CNN has been in the news lately for all the wrong reasons. “Worst ratings in 20 years” kind of reasons. But digitally, it continues to thrive, regularly approaching 60 million unique users. And to hear digital svp, gm KC Estenson tell it, CNN’s digital success may actually be the source of its TV woes.
Adweek: Even though your focus is digital, what can you say about CNN’s TV ratings?
Our audience is watching CNN in ways that are not detectable in the Nielsen ratings. We’ve long predicted a future with convergence between TV and the Web, and we’ve been setting ourselves up [for that dynamic]. We feel like we have all the right pieces to succeed in this converged world. It’s coming at the industry faster than anybody predicted.
What evidence do you have that your viewers are changing their habits so quickly?
If you look at the TV Everywhere numbers, we average 20 million minutes a month across the platforms. And CNN Digital generates 110 million video streams per month. And only about 10 [percent] to 15 percent of our Web video is original. It’s primarily TV content.
How has authenticated viewing affected CNN.com?
It’s hard to get a uniques number for TV Everywhere. We bundle all of that together as general mobile. Once somebody gets the live network, we see 30 minutes dwell time.
So, you’re saying that CNN viewers do watch CNN, just not on TV as much?
They’re tied to each other. No doubt. They are concentric circles.

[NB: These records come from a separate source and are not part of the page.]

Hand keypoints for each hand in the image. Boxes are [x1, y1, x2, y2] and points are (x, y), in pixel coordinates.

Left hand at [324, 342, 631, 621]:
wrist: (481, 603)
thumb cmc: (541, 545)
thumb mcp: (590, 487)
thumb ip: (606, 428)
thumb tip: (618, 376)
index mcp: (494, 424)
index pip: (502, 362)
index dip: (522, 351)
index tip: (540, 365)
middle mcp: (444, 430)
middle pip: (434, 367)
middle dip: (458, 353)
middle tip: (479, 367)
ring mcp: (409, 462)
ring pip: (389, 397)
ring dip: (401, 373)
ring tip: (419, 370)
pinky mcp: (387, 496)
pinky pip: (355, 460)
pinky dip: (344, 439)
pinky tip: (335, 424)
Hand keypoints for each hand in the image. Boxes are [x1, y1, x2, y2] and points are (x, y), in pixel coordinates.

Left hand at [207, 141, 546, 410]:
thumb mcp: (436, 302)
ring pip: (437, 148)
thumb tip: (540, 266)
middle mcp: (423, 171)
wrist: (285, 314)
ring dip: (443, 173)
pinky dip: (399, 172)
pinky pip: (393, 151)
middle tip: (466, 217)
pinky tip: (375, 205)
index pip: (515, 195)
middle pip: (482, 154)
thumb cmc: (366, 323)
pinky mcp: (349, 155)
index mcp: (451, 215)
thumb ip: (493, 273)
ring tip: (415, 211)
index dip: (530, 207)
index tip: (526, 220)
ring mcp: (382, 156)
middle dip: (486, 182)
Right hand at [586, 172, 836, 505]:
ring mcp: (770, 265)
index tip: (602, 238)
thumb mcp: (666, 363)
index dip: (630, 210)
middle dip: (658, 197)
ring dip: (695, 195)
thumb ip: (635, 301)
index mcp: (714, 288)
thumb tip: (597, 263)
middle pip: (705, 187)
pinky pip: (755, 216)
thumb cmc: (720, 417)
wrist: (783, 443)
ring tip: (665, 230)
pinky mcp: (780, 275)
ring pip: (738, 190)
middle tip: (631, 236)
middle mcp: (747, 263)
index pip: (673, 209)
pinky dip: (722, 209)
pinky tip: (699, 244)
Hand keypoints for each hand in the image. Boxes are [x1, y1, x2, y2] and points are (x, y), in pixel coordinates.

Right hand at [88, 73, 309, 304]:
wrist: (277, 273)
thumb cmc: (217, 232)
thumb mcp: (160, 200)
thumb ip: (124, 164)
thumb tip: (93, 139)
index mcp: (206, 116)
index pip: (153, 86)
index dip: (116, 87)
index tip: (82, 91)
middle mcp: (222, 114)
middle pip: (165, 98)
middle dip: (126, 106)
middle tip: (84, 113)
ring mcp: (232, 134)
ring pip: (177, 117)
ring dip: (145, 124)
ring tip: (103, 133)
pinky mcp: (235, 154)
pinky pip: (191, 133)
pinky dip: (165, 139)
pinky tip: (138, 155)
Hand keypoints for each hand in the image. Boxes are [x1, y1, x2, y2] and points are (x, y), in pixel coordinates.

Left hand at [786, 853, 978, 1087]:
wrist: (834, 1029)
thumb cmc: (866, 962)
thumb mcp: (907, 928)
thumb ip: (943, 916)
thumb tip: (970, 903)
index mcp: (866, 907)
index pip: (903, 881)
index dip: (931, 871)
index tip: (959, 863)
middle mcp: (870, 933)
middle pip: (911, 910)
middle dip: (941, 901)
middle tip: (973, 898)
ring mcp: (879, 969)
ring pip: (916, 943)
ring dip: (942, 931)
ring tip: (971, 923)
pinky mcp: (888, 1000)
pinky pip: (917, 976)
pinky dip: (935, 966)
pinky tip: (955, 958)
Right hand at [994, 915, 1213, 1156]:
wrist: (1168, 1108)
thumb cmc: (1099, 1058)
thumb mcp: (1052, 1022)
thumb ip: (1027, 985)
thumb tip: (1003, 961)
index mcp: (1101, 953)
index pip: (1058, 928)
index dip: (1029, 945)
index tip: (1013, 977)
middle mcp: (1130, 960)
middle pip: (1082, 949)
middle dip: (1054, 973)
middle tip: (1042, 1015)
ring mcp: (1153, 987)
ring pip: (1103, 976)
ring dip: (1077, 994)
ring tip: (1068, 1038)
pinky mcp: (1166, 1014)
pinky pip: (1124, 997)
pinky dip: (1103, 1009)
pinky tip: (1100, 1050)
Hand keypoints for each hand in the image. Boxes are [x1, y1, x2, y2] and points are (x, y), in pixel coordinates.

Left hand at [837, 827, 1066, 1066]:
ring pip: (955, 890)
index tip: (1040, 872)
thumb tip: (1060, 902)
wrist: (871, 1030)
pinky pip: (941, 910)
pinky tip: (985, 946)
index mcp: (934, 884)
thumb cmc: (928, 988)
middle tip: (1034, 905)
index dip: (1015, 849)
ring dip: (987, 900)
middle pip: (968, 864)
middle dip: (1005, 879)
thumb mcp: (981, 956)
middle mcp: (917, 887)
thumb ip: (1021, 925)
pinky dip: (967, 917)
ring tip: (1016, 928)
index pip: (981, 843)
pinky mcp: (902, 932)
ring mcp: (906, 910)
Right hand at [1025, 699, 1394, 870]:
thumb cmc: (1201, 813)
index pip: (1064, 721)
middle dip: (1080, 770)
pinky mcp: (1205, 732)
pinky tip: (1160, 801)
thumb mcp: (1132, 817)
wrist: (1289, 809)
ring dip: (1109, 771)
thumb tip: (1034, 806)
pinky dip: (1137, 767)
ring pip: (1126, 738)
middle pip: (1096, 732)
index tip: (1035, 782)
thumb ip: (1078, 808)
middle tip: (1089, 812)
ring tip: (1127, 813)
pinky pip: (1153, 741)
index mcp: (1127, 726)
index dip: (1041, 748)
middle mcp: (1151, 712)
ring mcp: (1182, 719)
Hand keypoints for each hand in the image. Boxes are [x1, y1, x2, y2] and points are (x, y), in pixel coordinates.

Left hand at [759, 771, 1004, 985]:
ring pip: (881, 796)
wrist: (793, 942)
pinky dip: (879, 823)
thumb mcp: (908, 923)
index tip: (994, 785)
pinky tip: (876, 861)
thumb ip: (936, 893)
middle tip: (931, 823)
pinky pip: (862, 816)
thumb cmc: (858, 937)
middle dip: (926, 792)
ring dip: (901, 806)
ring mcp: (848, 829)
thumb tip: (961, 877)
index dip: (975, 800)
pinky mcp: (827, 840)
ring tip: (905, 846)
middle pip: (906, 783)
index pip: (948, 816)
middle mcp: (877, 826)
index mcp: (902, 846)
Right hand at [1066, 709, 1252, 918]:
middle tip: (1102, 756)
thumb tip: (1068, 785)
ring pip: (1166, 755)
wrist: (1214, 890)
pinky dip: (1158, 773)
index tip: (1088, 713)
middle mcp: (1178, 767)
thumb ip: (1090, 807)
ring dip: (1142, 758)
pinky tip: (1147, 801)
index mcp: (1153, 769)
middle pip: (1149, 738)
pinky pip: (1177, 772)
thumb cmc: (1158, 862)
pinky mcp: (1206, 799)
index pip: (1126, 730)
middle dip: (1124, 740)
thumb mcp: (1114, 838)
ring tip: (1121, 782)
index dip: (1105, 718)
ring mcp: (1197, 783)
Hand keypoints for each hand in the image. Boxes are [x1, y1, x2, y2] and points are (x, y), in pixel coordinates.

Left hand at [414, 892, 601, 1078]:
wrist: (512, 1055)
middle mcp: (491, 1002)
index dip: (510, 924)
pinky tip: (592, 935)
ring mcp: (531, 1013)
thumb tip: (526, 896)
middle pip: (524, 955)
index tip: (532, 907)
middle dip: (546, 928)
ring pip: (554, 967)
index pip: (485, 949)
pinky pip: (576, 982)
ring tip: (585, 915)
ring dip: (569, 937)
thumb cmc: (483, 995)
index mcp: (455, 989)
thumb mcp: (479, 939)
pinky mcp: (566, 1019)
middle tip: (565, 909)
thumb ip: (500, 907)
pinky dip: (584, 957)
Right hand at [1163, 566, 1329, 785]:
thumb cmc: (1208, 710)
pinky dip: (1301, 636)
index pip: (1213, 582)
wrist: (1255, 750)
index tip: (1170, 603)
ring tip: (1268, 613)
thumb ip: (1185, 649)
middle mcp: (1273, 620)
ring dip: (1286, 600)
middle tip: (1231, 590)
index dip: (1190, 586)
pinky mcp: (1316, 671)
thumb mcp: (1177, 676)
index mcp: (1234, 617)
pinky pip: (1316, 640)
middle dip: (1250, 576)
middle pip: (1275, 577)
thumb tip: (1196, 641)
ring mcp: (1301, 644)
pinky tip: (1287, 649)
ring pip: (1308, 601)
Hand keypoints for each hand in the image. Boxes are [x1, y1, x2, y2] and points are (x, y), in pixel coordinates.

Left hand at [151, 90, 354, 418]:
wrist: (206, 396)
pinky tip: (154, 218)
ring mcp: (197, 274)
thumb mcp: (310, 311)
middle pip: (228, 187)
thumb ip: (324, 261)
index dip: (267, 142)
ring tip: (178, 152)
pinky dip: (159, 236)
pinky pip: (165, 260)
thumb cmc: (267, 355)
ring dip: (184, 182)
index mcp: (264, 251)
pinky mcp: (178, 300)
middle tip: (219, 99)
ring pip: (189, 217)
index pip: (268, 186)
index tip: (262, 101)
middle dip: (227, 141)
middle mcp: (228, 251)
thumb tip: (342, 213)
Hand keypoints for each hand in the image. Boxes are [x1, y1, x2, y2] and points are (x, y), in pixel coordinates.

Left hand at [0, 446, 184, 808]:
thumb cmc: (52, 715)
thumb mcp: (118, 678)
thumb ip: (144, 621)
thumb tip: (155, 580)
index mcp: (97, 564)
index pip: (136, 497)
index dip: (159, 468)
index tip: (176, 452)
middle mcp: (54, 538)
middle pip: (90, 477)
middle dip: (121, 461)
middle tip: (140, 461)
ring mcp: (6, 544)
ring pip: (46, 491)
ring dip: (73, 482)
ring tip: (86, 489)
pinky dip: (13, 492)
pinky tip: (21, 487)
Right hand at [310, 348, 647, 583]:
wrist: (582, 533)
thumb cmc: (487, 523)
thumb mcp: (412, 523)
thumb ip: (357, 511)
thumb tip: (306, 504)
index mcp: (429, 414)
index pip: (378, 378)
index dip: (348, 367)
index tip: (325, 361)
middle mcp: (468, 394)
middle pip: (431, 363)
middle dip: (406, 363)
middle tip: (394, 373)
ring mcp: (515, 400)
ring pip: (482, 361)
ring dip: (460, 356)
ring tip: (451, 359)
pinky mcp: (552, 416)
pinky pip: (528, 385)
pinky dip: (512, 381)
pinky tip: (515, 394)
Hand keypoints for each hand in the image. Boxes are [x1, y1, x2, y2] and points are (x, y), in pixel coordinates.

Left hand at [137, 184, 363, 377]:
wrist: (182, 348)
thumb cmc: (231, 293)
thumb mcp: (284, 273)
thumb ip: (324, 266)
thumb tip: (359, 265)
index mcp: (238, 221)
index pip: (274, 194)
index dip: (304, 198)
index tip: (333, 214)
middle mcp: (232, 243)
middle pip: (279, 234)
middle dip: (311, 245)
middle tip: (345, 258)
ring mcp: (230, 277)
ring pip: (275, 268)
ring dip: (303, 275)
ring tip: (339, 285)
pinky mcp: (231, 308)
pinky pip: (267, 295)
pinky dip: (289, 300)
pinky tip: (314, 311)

But our audience is 15 to 20 years younger [than our TV viewers]. If CNN.com does a billion page views a month, around 250 million are on tablets and phones. If you watch what happens among mobile users, you see more engagement. That’s changing the whole dynamic. As you map that against penetration rates, engagement will only increase over time.
Is that very different than the dynamic at Fox News, which dominates the TV news ratings?
When I see the ratings stories and I see CNN getting bashed on TV, there is a huge story being missed. Our viewers consume media in a very modern media way. The traditional model works very well for Fox. That’s not our audience. Our viewers are educated, affluent, sophisticated. They’re global traveling citizens. The story about this brand is that its consumption habits are leading-edge.
OK, but the big money is still in TV, where Fox rules.
Yes, the money has always been there. But if you look at Mary Meeker’s report, it’s just a matter of time. It’s moving faster in mobile. Twice as fast. I think for us, we have an integrated sales team that sells across all the platforms. There’s stronger monetization than what’s being speculated. The ad story is going to catch up. Sometimes when you’re on the leading edge, it takes a little while.
What about the suddenly crowded digital news category?
There are a lot of desperate moves happening. This thing is going to break into quality and scale versus the rest. Once AOL and HuffPo came together, that created a very big news player. Of course, Yahoo is the biggest, but we don’t really compete with them. ABC News was ranked No. 7 or worse in the category, so they had no other choice [to partner with Yahoo.] And MSNBC.com is a very complicated mess. They don’t play in the premium, integrated sponsorship space we play in.